Presently, we have to map the book_authors table as an entity in the config (or use a stored procedure), but we already know the singular/plural of each entity (Book and Author), as well as the database table to insert/delete from (dbo.books_authors via linking.object), so why don't we automatically generate an entity named BookAuthor and then we can do the GraphQL mutations from that, basically we'd generate this:

    "BookAuthor": {
      "source": "dbo.books_authors",
      "permissions": [
        {
          "role": "anonymous",
          "actions": ["*"]
        }
      ]
    }

For you, which in turn would generate createBookAuthor, updateBookAuthor and deleteBookAuthor.

If we wanted to take it a step further, we could generate a more specific "relationship" entity in the internal object structure and only generate the create and delete mutation (since update doesn't make that much sense).
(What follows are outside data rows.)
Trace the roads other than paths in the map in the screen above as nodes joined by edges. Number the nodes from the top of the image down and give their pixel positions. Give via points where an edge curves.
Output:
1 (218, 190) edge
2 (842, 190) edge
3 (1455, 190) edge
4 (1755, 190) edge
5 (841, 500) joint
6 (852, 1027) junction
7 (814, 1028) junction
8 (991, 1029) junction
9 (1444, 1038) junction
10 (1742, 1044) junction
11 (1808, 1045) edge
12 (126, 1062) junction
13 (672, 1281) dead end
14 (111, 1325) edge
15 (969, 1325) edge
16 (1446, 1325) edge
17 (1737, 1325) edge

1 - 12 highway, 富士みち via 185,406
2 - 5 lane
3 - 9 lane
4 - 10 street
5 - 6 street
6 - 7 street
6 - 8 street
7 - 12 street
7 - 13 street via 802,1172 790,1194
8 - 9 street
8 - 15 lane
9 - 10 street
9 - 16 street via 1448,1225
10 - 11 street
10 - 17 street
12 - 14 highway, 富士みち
Or rather than creating singular create/delete, we could have it generate bulk ones, such as:

mutation Mutations {
  createBookAuthors(bookId: Int! authorIds: [Int!]!): Book!
  deleteBookAuthors(bookId: Int! authorIds: [Int!]!): Book!
  createAuthorBooks(authorId: Int! bookIds: [Int!]!): Author!
  deleteAuthorBooks(authorId: Int! bookIds: [Int!]!): Author!
}

These would be specific mutations representing the relationship direction (starting with Book or Author) and allowing a list of IDs to add as the relationship.

This can become more complex when the mapping table expands beyond two columns, but I'm not sure how common that is.
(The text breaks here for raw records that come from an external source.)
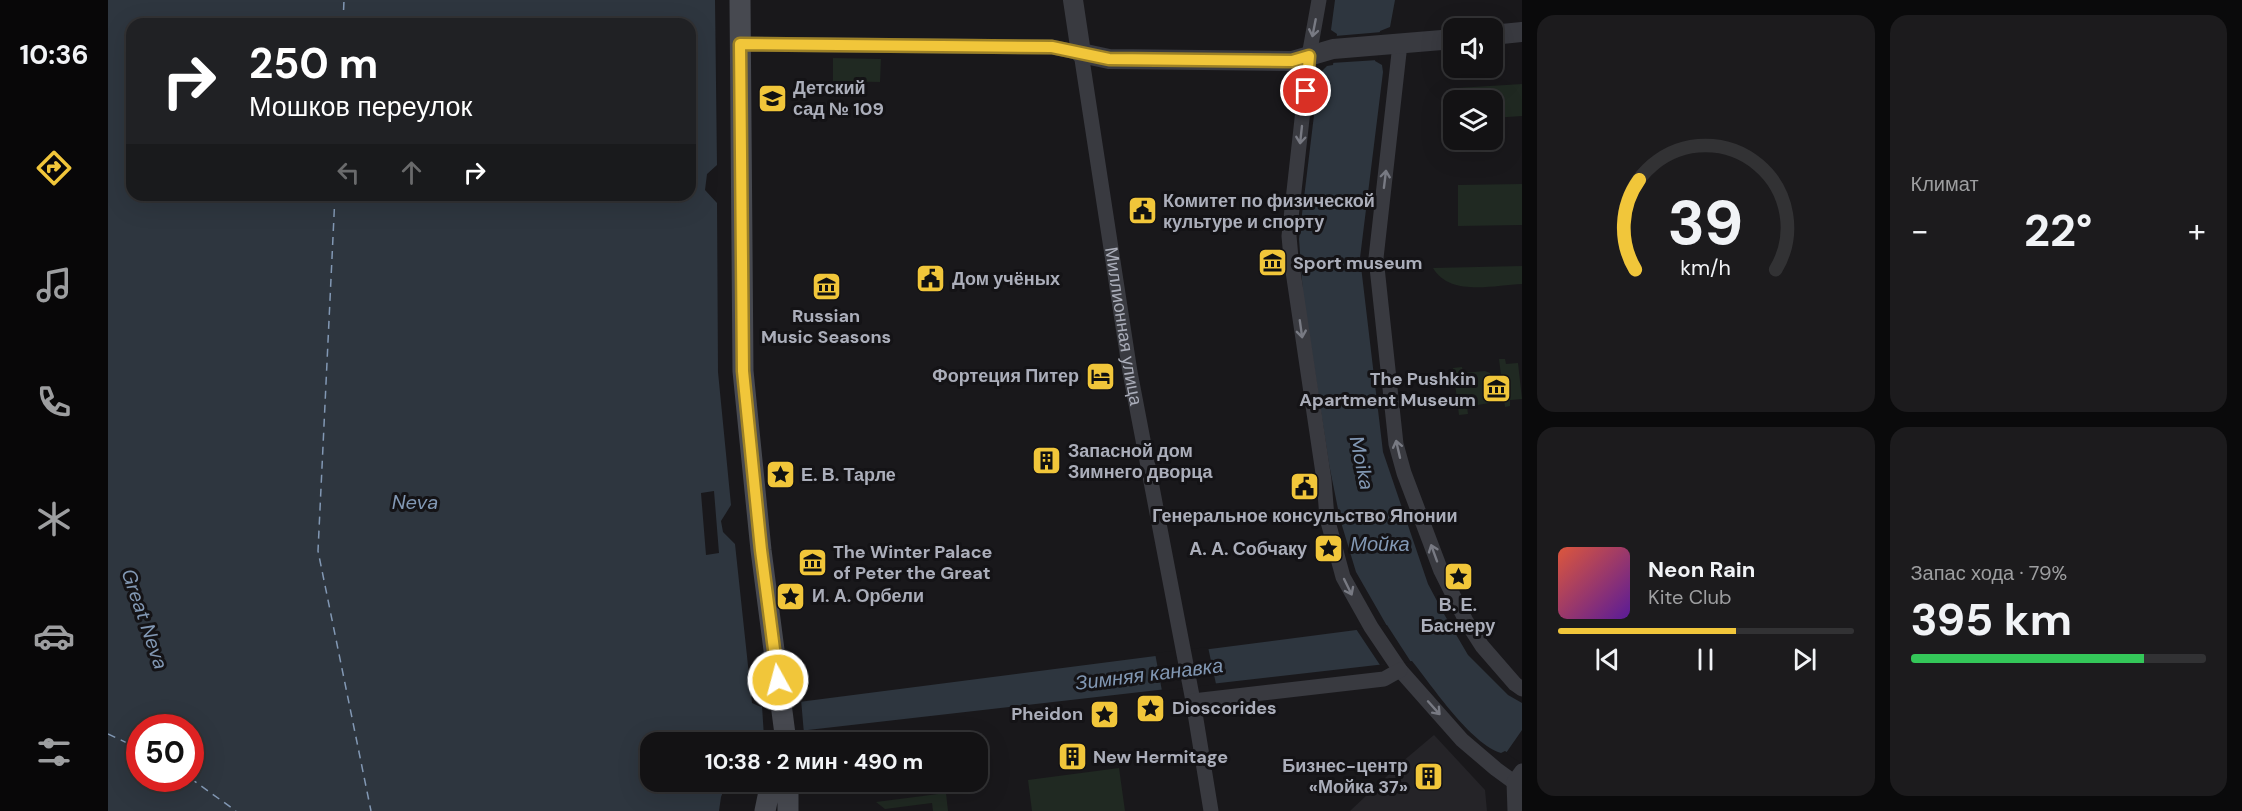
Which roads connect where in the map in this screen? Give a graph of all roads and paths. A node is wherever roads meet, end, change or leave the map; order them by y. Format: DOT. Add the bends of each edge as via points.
graph roads {
  1 [pos="740,0"];
  2 [pos="1073,0"];
  3 [pos="1319,0"];
  4 [pos="1522,32"];
  5 [pos="1503,34"];
  6 [pos="1443,40"];
  7 [pos="740,44"];
  8 [pos="1400,44"];
  9 [pos="1081,53"];
  10 [pos="1309,56"];
  11 [pos="1398,667"];
  12 [pos="1522,689"];
  13 [pos="1191,694"];
  14 [pos="783,732"];
  15 [pos="1519,780"];
  16 [pos="769,792"];
  17 [pos="788,792"];
  18 [pos="765,811"];
  19 [pos="788,811"];
  20 [pos="1211,811"];
  21 [pos="1515,811"];
  1 -- 7 [label="main road"];
  2 -- 9 [label="street, Миллионная улица"];
  3 -- 10 [label="street, one-way"];
  4 -- 5 [label="street"];
  6 -- 8 [label="street"];
  7 -- 9 [label="street" via="1052,47"];
  7 -- 14 [label="main road" via="743,371"];
  8 -- 10 [label="street" via="1333,49"];
  12 -- 8 [label="street, one-way" via="1482,646 1466,621 1441,571 1396,444 1376,258"];
  9 -- 10 [label="street" via="1109,59 1292,61"];
  9 -- 13 [label="street, Миллионная улица" via="1130,372"];
  10 -- 11 [label="street, one-way" via="1289,236 1327,518 1343,577"];
  11 -- 13 [label="street" via="1384,679"];
  11 -- 15 [label="street, one-way" via="1462,740"];
  13 -- 20 [label="street"];
  15 -- 21 [label="street"];
  16 -- 18 [label="main road"];
  17 -- 19 [label="main road"];
}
seantleonard commented 10 months ago

@ayush3797 @severussundar can this item be tracked with nested mutations, if required?

severussundar commented 8 months ago

Hey @seantleonard, through the nested inserts feature, they would be able to accomplish what is described in the description ---> Create a book + associate it with a list of authors; both in a single operation.

I've linked this issue to the parent issue for nested mutations. This is added as a related item in the parent issue.

severussundar commented 4 months ago

Through multiple create feature, this use-case is enabled now. When creating Books, Authors of those books can also be created.

mutation {
  createbook(
    item: {
      title: "Book #1"
      publisher_id: 1234
      authors: [
        { name: "Author #1", birthdate: "2001-01-01" }
        { name: "Author #2", birthdate: "2000-01-02" }
      ]
    }
  ) {
    id
    title
    authors {
      items {
        id
        name
        birthdate
      }
    }
  }
}

Note: Existing authors cannot be linked when creating a book through multiple create operation. In other words, there's no option to specify existing ids in the input object type for M:N relationships.